Shifting the focus of care delivery further upstream can spark prevention of more costly downstream health problems. Whether it is investing in food programs for food-insecure diabetic patients like our Fresh Food Farmacy or investing in care coordination and treatment in the home setting like our Geisinger at Home program, we have seen firsthand that these efforts end up decreasing the downstream need for ER visits or hospitalizations. We’ve also tried to make it easier to access primary and specialty services in the clinic environment, and as we’ve done that, we’ve seen the use of ERs decrease as accessing the right care at the right time in those other settings becomes easier.
But programs like these are turbo-boosted with the right payment model. As payment and delivery move closer in healthcare, the incentives align better to invest in such programs. As both public and private payers increase the adoption of value-based payment models, I believe the momentum will continue to build in creating an environment where providers can accordingly adapt care delivery models focused on value and upstream prevention.
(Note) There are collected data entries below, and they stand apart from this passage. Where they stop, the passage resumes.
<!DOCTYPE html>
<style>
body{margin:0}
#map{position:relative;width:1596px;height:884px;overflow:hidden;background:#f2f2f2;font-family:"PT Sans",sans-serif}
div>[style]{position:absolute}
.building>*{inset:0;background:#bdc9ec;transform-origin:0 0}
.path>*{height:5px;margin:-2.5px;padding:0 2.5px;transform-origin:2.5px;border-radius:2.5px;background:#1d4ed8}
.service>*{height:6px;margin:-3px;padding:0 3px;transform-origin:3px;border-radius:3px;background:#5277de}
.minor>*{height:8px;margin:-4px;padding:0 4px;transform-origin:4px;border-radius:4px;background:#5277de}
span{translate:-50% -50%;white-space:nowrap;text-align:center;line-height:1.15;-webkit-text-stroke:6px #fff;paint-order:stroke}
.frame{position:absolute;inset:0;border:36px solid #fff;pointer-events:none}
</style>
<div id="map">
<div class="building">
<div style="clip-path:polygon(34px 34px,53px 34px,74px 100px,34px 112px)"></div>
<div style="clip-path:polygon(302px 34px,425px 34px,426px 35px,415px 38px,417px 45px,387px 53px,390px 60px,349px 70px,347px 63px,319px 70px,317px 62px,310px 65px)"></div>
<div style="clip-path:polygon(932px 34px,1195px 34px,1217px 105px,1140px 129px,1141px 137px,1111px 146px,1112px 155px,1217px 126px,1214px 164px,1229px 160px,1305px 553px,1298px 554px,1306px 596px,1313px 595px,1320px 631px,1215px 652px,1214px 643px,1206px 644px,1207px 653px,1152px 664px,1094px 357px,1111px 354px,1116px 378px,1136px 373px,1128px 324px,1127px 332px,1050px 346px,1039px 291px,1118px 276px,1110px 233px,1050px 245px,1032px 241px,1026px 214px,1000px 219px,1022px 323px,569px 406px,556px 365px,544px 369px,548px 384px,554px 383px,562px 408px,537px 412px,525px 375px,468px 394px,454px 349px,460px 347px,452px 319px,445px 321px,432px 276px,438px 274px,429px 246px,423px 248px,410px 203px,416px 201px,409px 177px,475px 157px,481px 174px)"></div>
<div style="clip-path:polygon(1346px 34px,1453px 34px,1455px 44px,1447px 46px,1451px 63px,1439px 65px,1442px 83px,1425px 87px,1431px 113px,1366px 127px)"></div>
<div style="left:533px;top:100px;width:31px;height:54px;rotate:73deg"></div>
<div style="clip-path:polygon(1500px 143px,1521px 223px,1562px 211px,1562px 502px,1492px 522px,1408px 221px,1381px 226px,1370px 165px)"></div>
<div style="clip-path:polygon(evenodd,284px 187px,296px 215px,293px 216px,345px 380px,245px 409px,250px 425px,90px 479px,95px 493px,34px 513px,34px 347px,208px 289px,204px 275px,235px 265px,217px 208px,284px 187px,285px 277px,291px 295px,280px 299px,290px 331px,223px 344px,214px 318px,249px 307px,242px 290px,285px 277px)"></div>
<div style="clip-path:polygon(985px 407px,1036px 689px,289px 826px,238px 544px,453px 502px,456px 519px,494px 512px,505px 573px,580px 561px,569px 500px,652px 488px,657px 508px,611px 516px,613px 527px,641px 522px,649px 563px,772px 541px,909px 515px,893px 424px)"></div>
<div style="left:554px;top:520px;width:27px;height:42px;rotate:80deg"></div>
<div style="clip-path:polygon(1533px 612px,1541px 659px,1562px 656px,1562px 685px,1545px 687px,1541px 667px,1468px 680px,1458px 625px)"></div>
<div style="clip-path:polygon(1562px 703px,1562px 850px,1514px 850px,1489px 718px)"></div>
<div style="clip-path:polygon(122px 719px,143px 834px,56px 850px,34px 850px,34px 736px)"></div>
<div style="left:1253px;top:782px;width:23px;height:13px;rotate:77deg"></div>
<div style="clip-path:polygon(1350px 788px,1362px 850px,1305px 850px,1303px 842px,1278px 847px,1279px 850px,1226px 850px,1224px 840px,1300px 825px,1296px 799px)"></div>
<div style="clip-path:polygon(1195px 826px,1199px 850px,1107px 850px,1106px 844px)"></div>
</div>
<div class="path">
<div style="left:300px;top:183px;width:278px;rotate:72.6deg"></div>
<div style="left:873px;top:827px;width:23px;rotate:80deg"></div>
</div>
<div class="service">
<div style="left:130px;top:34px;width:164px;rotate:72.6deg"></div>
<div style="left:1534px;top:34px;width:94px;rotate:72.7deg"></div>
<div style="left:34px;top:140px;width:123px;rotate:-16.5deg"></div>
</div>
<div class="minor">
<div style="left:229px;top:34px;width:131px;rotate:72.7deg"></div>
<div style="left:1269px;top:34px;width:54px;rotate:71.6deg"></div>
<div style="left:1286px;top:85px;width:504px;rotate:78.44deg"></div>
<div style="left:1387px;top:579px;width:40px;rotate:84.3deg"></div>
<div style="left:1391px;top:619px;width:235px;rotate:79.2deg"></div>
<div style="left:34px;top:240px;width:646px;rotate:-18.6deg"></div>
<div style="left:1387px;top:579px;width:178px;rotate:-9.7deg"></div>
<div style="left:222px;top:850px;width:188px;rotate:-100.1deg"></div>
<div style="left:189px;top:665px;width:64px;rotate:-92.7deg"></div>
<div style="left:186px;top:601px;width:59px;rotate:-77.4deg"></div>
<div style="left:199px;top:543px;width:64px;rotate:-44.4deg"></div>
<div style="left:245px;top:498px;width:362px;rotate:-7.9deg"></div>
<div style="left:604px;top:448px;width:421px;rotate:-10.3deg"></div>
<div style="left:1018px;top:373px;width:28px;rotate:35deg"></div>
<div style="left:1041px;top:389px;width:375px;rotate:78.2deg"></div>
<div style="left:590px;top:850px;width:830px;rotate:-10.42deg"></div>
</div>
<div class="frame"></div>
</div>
Your experience will be a true inspiration to our readers and many in the healthcare
industry. Could you please share a message for future physicians and healthcare professionals that aspire to exceptional careers and accomplishments?
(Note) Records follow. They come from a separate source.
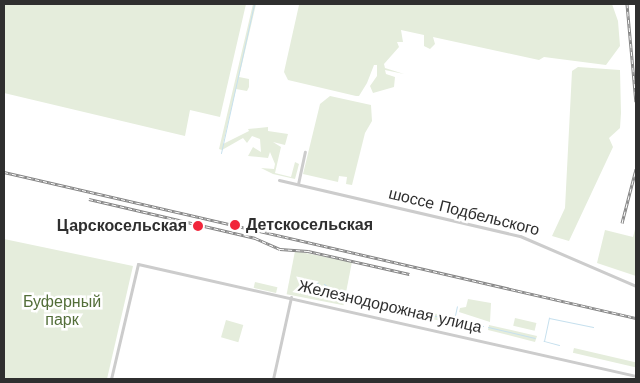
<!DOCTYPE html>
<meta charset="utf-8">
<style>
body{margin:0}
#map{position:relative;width:640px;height:383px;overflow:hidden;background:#fff;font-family:"Work Sans",sans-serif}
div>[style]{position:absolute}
.green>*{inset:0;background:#e5eddc;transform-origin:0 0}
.stream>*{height:1px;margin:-0.5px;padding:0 0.5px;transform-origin:0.5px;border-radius:0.5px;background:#c6e0ee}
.minor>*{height:3px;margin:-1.5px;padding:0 1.5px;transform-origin:1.5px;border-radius:1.5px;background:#ccc}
.rail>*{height:3px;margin-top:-1.5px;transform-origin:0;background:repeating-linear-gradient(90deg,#fff 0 4px,#848484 0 8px);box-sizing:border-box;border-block:1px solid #848484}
.dots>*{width:14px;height:14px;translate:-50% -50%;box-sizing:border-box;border:2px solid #fff;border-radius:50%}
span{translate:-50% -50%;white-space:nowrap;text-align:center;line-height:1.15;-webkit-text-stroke:5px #fff;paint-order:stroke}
.street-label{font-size:16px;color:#2f2f2f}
.poi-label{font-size:16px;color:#2f2f2f;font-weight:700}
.left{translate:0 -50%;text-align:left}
.right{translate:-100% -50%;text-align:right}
.park-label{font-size:16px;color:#536e39}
.frame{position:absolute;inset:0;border:5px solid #2f2f2f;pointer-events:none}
</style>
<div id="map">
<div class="green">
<i style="clip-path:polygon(4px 4px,246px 4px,220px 117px,190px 110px,185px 136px,4px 93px)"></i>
<i style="clip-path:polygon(253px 4px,256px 4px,239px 77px,249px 79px,249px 87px,247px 91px,236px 89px,223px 144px,249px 131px,248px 129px,268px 127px,268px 131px,288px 134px,285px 145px,273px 142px,281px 147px,275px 173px,291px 177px,295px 162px,299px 164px,295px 179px,273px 174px,261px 168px,274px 169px,275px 164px,270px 152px,268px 158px,248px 156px,253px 147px,261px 152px,260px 139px,252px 136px,247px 143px,243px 138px,222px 150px,219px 149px)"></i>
<i style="clip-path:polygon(294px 4px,612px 4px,618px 21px,620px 46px,606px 65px,544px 57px,539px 60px,433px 37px,435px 44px,430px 49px,424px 46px,424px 35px,401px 30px,403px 42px,397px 42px,399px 47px,384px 64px,385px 68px,404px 74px,385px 70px,386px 74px,395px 77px,394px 87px,373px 93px,370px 86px,377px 76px,377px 65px,374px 65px,367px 83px,359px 96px,356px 96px,288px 80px,284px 72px,299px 5px)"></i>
<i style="clip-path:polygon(578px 67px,620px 70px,621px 113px,620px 128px,609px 138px,613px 147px,569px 241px,552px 236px,565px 208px,572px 71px)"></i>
<i style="clip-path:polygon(330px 96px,371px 105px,372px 121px,365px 133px,352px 185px,346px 184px,347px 177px,339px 176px,338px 182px,303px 174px,320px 104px)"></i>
<i style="clip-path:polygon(636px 225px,636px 276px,597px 263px,605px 230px,633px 237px)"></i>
<i style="clip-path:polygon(4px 239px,133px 266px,107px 379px,4px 379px)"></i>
<i style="left:295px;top:251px;width:58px;height:44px;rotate:11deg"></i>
<i style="left:255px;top:282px;width:23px;height:6px;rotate:13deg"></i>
<i style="clip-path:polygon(351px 299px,389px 307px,389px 309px,350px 302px)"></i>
<i style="clip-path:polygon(468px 299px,491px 303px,490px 322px,459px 312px,460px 308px,466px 307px)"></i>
<i style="clip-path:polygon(393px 307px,416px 310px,453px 317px,451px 323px,393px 311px)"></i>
<i style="left:515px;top:318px;width:22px;height:8px;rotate:13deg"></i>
<i style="left:226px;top:320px;width:18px;height:18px;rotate:16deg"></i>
<i style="clip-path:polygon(489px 325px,537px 336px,535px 342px,488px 330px)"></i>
<i style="left:574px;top:348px;width:64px;height:5px;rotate:13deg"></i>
</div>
<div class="stream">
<i style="left:221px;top:153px;width:153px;rotate:-77.5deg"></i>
<i style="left:305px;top:280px;width:13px;rotate:13deg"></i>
<i style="left:324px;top:284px;width:6px;rotate:39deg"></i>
<i style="left:304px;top:285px;width:24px;rotate:15deg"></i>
<i style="left:393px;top:307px;width:92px;rotate:11.9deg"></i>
<i style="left:454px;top:320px;width:14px;rotate:-78deg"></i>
<i style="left:488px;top:327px;width:48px;rotate:13.2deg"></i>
<i style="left:559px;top:345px;width:16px;rotate:-165deg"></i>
<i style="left:544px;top:341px;width:24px;rotate:-78deg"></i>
<i style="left:549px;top:318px;width:45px;rotate:11.6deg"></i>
</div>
<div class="minor">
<i style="left:279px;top:180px;width:247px;rotate:13.1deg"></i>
<i style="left:520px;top:236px;width:126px;rotate:23.3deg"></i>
<i style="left:298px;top:184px;width:33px;rotate:-78deg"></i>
<i style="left:111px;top:379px;width:118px;rotate:-76.8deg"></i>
<i style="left:138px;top:264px;width:510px;rotate:12.67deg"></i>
<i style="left:273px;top:379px;width:84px;rotate:-77.6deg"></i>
</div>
<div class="rail">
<i style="left:627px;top:4px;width:98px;rotate:84.8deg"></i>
<i style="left:4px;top:172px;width:649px;rotate:13.01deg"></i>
<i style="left:89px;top:199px;width:171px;rotate:13.2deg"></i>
<i style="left:255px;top:238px;width:27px;rotate:24deg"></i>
<i style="left:280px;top:249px;width:28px;rotate:4deg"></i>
<i style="left:308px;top:251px;width:104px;rotate:12.8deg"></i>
<i style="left:622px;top:223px;width:56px;rotate:-75.5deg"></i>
</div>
<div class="dots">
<i style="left:235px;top:225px;background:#f1263b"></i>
<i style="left:198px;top:226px;background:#f1263b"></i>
</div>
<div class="street-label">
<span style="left:464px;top:212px;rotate:14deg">шоссе Подбельского</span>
<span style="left:390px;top:307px;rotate:13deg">Железнодорожная улица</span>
</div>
<div class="poi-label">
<span class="left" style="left:246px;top:225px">Детскосельская</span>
<span class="right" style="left:187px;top:226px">Царскосельская</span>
</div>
<div class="park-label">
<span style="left:62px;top:311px">Буферный<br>парк</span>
</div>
<div class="frame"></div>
</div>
One piece of advice that some mentors of mine have impressed upon me over the years has proven to be true, especially over the past year and a half with the pandemic. And that advice was to embrace change and uncertainty and to get comfortable rolling with the punches. Of course, during this pandemic, this has become a way of life for our team at Geisinger, as folks have tackled this pandemic head-on, pivoting when needed, shifting gears along the way, and remembering that flexibility is what will help us come out the other side of this. I’ve never been prouder to be a part of a team as our Geisinger team has just risen to this occasion in these ways. And even aside from a pandemic context, this has ended up being pretty good career advice as well, since being adaptable seems to open
the doors of opportunity more often.
Jaewon Ryu, M.D., J.D.
President and Chief Executive Officer, Geisinger
Jaewon Ryu, M.D., J.D., is a president and chief executive officer of Geisinger. He came to Geisinger as the executive vice president and chief medical officer in 2016. During his tenure at Geisinger, Dr. Ryu has cultivated a spirit of innovation and transformation across the organization, driving new approaches to some of healthcare’s most complex problems. These include initiatives like primary care redesign; Geisinger at Home, which brings
healthcare services to patients in their home; and Geisinger 65 Forward, senior-focused, concierge healthcare centers. This dedication to innovation for the health of communities earned Dr. Ryu a top 20 spot on Modern Healthcare’s Most Influential Clinical Executives list for 2019. Previously at Humana, Dr. Ryu was president of integrated care delivery and responsible for Humana’s owned and joint ventured care delivery assets. Prior to Humana, Dr. Ryu held various leadership roles at the University of Illinois Hospital & Health Sciences System; Kaiser Permanente (where he also practiced as an emergency medicine physician); and in government, at the Centers for Medicare and Medicaid Services, and as a White House Fellow at the Department of Veterans Affairs. He was also a practicing
corporate healthcare attorney with the international firm McDermott, Will & Emery. Dr. Ryu was appointed to the Medicare Payment Advisory Commission, an independent body legislatively tasked with advising Congress on payment and other policies governing health
plans and providers serving Medicare beneficiaries. Dr. Ryu earned his BA degree from Yale University and his MD and JD from The University of Chicago. He completed his residency training in emergency medicine at Harbor-UCLA Medical Center.